Long-term care wound nurse
A wound nurse documents weekly pressure injury measurements, drainage, and photo consent for residents in a skilled nursing facility. The record supports trend review and makes physician updates easier to prepare.
Outpatient surgery follow-up
A surgical clinic uses the template to track incision healing, note drainage changes, and attach photo identifiers during post-op visits. The standardized fields help staff compare each visit without rewriting the same narrative.
Home health visit documentation
A home health clinician records wound size, periwound condition, and pain rating during a bedside visit, then notes whether the physician was notified. The form helps create a clean handoff for remote review.
Podiatry diabetic foot monitoring
A podiatry team uses the template to document diabetic foot ulcers with consistent measurements and photo consent. The structured fields make it easier to spot deterioration early and adjust follow-up timing.

Frequently asked questions

What is this template used for?

This template is used to document a wound consistently across visits, including measurements, appearance, drainage, photo consent, and follow-up notes. It helps clinicians compare changes over time and communicate clearly with physicians or other caregivers. It is especially useful when the wound needs weekly trend review or photo-based documentation.

Who should complete the wound record?

It is typically completed by the nurse, wound care clinician, medical assistant, or other trained staff member who performs the assessment. The person documenting should be able to measure the wound, describe the wound bed, and confirm consent before photos are taken. If your workflow requires escalation, the clinician can also add physician notification and follow-up details.

How often should this form be used?

Use it at each wound assessment visit, commonly on a weekly cadence or whenever the wound changes enough to warrant a new record. The form works best when the same fields are captured each time so trends are easy to compare. If the wound is being monitored more frequently, the same structure still applies.

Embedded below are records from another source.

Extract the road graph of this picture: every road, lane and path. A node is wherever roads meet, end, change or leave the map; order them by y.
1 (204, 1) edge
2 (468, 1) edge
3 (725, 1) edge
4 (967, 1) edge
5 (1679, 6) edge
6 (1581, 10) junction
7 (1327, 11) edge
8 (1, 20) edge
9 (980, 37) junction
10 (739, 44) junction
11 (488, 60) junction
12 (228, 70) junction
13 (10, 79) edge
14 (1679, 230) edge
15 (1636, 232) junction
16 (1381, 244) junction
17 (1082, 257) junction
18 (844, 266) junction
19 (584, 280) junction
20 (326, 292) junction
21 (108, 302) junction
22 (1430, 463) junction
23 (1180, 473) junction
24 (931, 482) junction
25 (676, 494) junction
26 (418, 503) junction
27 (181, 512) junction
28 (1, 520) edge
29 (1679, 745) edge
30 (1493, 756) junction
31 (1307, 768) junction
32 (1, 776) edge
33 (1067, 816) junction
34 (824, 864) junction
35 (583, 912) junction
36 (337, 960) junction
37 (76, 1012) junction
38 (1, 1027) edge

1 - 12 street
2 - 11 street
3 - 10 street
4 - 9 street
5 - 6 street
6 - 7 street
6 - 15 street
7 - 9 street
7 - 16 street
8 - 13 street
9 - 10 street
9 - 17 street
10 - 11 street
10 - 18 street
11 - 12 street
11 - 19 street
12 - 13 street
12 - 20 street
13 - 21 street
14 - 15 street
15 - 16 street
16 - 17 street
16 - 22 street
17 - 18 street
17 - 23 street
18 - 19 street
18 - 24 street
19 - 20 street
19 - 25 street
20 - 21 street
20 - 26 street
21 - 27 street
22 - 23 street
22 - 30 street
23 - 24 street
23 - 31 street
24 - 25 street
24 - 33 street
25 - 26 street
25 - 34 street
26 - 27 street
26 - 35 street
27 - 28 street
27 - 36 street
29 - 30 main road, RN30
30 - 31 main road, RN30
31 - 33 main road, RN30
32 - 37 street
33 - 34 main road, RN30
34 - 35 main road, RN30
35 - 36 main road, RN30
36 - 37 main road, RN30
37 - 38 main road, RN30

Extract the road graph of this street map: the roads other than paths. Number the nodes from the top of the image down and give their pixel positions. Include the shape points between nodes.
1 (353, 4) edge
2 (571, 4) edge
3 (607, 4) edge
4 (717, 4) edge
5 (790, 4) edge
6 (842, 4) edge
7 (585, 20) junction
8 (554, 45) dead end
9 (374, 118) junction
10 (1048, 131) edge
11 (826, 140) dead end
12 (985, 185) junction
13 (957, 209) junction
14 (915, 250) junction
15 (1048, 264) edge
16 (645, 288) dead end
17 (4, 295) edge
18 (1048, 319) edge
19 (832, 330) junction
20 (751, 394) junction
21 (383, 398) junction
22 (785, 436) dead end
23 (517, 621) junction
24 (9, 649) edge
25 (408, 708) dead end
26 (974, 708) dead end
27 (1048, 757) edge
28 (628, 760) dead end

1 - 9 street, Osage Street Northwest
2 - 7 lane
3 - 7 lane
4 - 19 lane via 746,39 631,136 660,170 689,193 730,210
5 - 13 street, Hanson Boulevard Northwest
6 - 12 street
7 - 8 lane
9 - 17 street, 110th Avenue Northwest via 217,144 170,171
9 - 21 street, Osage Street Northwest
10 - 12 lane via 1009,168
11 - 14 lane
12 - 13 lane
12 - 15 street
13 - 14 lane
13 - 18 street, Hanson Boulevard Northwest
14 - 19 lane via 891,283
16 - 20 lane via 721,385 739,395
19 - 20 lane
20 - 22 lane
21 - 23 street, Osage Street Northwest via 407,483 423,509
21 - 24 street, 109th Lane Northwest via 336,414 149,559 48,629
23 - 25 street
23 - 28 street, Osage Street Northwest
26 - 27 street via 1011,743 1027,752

Does this template support photo consent and privacy requirements?

Yes, the template includes a consent section so you can record whether photo consent was given and how it was obtained. That supports minimum-necessary documentation and helps create an audit trail for clinical images. If your organization has a separate consent policy, you can align the field labels and notes to match it.

What are the most common mistakes when using this form?

Common mistakes include mixing up length, width, and depth, skipping laterality, or documenting drainage in vague terms instead of using consistent field values. Another frequent issue is taking a photo without recording consent or without a ruler for scale. The form also works better when conditional logic is used so tunneling and undermining details only appear when present.

Can this template be customized for different wound types?

Yes, it can be tailored for pressure injuries, surgical wounds, diabetic foot ulcers, venous leg ulcers, traumatic wounds, and other wound types. You can adjust the wound stage field, add specialty assessment fields, or change the follow-up section to match your care pathway. Keep the core measurement and photo fields intact so trend review stays consistent.

How should this connect with other systems or workflows?

This form can feed into an EHR, secure image storage, task assignment, or a physician notification workflow depending on how your process is set up. The photo identifier field is useful for linking the record to the image file without exposing more PII than needed. If you use integrations, keep the submission notice and audit trail fields aligned with your recordkeeping process.

When should I not use this template?

Do not use it as a substitute for a full wound care plan, a diagnosis form, or emergency documentation when urgent escalation is needed. If the wound requires immediate intervention, the record should be secondary to clinical action. It is also not the right tool for unrelated intake questions that do not affect wound assessment.